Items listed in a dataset
═══

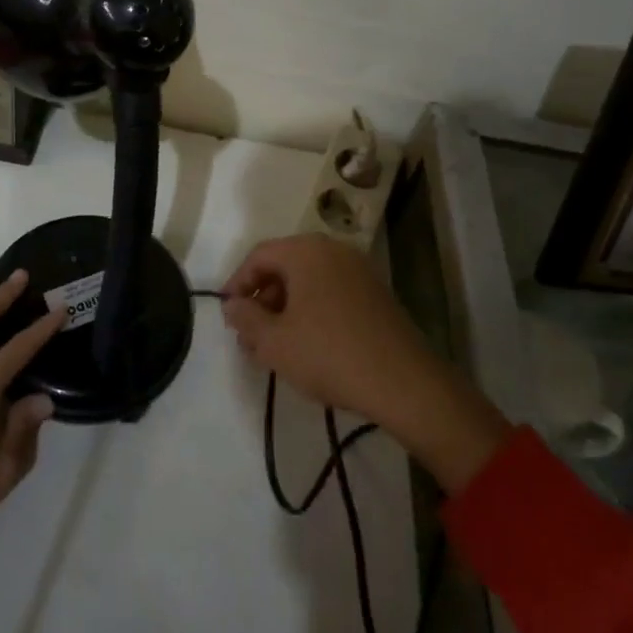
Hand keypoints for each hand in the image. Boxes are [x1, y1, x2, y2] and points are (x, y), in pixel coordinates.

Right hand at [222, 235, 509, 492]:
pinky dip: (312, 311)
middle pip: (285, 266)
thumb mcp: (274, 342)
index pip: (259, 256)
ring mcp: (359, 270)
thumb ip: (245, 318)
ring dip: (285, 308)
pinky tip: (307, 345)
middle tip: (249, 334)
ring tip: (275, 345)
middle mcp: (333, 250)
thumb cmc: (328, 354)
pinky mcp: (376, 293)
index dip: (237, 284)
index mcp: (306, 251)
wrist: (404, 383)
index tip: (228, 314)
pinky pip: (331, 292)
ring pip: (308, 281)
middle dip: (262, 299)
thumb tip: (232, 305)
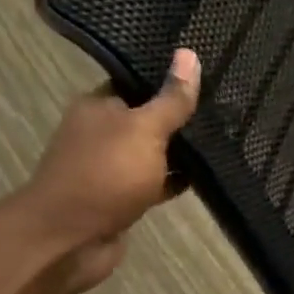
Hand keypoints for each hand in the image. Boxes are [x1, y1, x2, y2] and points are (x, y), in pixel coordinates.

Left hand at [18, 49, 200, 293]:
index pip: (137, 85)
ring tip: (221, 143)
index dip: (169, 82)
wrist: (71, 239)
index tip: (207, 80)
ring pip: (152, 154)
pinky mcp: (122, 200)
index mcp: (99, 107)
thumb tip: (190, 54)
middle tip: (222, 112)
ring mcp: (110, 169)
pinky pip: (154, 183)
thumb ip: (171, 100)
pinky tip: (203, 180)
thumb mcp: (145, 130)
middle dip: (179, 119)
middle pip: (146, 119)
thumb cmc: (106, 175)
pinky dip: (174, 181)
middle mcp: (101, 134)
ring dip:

═══

BRIEF ▸ Word for word, restate the lines from the one containing "middle pip: (285, 266)" through the end of the entries. Do not include pictures.

RESPONSE ▸
middle pip: (285, 266)
thumb mcp: (274, 342)
index pip: (259, 256)
ring mcp: (359, 270)
thumb ip: (245, 318)
ring dip: (285, 308)
pinky tip: (307, 345)
middle tip: (249, 334)
ring tip: (275, 345)
middle mcp: (333, 250)
thumb cmc: (328, 354)
pinky mcp: (376, 293)
index dip: (237, 284)
index mcp: (306, 251)
wrist: (404, 383)
index tip: (228, 314)
pinky pip: (331, 292)
ring pip: (308, 281)
middle dip: (262, 299)
thumb tip: (232, 305)
Hand keypoints for each hand in the image. Boxes are [x1, y1, x2, y2] and points are (x, y), in pixel coordinates.

Left hand at [18, 49, 200, 293]:
index pip: (137, 85)
ring tip: (221, 143)
index dip: (169, 82)
wrist: (71, 239)
index tip: (207, 80)
ring pip: (152, 154)
pinky mcp: (122, 200)
index mcp: (99, 107)
thumb tip: (190, 54)
middle tip: (222, 112)
ring mcp: (110, 169)
pinky pip: (154, 183)
thumb ip: (171, 100)
pinky tip: (203, 180)
thumb mcp: (145, 130)
middle dip: (179, 119)
middle pip: (146, 119)
thumb cmc: (106, 175)
pinky dip: (174, 181)
middle mcp: (101, 134)
ring dip:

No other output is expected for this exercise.